Courtesy of NBC
Courtesy of NBC

It is 3 a.m and you walk into your dorm room. Your roommate is up, dark circles under her eyes, and she is mumbling about Karl Marx. There is another person passed out on the floor next to a pile of what may be vomit but smells like Powerade. It doesn’t matter. Techno music thuds loudly throughout the room. You sit at your desk. You have a final research paper due in five hours. Time to begin.

Is this your life? For the sake of your health, I hope not. It was my life when I started college four years ago. Finally free from parental impositions, I created my own schedule. I could sleep, eat and study when I wanted to. I lived on a system that I will dub the prewards system. It went like this: I would take on as many projects as I could. Sure, I will take five classes. Sure, I will accept this job. Yes, I can put in extra hours. Then, without doing any of the work that these projects entailed, I rewarded myself richly. I am doing so much, I would think, eating a raspberry croissant in bed and watching “30 Rock.”

Then the deadlines crept up and I followed up on my system of prewards. First, I would spend hours gazing at Tumblr and drinking sugary Starbucks frappuccinos from the C-Store. Maybe I would visit some friends downstairs and watch violent Japanese movies with them. Finally, as the early hours of the morning arrived, I would sludge upstairs and start my work in the worst possible mindset.

The prewards system is a failure both for productivity but especially for personal health. If any part of that sounds familiar, then you are doing things wrong. It is really important to take breaks while studying or performing any other kind of work. Human beings are not machines and if you try to write 12 pages in one night, some of it will just be gibberish.

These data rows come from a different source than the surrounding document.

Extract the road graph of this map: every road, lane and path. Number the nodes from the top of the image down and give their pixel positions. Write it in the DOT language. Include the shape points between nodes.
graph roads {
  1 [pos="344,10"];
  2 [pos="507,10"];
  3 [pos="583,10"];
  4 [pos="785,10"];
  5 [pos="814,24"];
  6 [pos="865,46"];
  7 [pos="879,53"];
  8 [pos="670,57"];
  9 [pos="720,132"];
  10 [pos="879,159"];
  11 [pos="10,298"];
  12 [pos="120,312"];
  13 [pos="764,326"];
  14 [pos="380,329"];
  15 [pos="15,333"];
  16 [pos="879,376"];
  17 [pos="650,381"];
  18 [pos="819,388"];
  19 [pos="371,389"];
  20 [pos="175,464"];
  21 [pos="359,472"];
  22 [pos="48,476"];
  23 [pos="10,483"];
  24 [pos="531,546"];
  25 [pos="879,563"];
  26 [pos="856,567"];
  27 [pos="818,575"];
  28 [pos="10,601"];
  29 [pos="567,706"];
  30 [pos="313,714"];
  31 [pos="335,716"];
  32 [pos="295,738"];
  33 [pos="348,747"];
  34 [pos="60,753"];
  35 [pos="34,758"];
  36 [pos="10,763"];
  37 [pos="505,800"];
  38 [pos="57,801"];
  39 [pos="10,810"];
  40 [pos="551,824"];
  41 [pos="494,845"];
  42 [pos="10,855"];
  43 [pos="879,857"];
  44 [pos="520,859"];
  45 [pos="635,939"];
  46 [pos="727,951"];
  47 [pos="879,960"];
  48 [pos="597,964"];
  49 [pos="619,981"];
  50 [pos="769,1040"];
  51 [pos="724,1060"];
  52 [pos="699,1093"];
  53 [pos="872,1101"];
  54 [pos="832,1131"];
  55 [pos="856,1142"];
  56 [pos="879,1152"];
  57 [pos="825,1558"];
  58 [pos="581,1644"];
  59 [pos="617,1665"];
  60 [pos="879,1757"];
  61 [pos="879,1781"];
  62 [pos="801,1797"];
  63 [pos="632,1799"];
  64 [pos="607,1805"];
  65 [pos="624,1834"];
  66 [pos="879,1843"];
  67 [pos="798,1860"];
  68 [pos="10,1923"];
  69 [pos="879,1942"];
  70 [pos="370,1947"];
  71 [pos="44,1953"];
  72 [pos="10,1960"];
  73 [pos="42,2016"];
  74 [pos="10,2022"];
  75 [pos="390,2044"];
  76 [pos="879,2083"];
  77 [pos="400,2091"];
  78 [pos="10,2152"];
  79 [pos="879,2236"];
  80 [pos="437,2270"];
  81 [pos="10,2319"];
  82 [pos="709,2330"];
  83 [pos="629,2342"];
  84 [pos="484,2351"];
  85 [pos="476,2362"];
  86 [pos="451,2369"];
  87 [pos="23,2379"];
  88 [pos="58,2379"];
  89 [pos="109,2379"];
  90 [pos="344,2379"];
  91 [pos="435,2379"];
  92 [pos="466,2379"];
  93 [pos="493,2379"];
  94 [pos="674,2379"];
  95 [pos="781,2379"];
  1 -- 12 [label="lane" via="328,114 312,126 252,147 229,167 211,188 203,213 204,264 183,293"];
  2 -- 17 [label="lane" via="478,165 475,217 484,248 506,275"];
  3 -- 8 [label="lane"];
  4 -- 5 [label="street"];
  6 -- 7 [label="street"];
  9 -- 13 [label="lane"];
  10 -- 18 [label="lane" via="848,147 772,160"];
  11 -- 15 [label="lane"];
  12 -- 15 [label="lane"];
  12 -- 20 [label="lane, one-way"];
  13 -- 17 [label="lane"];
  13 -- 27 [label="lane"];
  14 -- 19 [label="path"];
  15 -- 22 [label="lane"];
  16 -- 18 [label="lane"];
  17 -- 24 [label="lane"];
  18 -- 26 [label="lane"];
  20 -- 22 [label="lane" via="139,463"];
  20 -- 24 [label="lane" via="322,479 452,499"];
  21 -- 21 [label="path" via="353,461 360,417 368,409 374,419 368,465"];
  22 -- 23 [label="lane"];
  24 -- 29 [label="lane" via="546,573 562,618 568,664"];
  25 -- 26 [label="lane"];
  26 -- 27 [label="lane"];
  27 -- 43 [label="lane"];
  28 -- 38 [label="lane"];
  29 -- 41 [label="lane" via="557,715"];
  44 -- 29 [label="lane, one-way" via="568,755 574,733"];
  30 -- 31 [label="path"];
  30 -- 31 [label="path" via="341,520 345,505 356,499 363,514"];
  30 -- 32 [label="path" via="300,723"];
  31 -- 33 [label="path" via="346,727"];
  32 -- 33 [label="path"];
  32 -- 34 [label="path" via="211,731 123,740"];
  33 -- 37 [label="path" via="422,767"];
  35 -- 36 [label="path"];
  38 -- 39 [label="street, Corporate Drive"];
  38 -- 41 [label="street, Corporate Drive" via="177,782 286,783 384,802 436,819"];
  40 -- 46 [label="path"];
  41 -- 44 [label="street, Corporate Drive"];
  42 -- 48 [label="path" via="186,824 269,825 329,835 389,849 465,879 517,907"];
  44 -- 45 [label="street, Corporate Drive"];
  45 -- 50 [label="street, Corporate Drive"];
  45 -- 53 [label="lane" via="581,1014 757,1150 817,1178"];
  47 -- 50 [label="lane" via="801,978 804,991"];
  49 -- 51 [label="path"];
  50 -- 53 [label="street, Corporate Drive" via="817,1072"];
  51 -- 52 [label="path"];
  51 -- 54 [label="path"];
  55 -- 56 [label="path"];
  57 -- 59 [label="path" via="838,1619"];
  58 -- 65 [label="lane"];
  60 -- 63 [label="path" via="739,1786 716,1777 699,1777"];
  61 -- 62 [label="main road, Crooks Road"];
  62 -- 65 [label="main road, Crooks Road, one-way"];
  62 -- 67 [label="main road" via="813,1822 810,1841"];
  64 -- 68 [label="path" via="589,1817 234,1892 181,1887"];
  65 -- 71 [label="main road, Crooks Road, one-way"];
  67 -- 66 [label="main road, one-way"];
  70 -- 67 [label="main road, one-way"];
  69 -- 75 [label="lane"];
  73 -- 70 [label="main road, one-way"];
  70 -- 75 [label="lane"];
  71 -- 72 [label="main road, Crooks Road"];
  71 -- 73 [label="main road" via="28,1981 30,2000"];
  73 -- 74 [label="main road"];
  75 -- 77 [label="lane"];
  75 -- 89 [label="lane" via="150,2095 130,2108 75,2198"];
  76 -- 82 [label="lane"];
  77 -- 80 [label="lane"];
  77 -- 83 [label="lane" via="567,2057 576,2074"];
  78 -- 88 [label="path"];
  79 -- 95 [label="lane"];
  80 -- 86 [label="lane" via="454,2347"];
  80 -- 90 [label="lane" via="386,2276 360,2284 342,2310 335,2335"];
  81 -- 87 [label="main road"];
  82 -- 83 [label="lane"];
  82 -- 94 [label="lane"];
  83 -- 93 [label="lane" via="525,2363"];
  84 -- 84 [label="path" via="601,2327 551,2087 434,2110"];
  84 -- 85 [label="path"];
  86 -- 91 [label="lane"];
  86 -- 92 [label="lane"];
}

College students know this and there are plenty of tips on time management and stress relief. I am advocating that you realize the effect that these stunts take on your personal health and surroundings. Let’s imagine that the research paper only took five hours to write. What did you eat? A leftover hamburger you found in your fridge. Where did you sleep afterward? In a crumpled heap on your desk chair.

In my first and second years of college, I first gained 15 pounds, then lost 20. College students hold their weight in constant flux because they don’t have stable eating habits. They get sick often because they sometimes fail to perform basic hygienic needs. (When was the last time you washed your bedsheets?) Studies show that the communal living style of most college students contributes to bacterial infections.

While it is difficult and boring to cook a healthy meal every day, it is relatively easy to make sure you eat fairly healthy things throughout the day. Make a day once a month where you clean the stuff in your room that desperately needs it. Above all, get at least eight hours of sleep fairly frequently.

College is supposed to prepare you for your future academically. But for me, being away at college has also set the pace of how to live as an adult. You have to learn how to take care of yourself or all the rest of that stuff does not matter. While there is a kind of romance in being a starving college student, you should never let things get out of hand. There is a reason all the adults in your life drilled bedtimes and well-balanced meals into you. You need them to live. A tube of cookie dough and an old tomato is not an acceptable meal. Treat yourself better and let college make you into a functioning adult.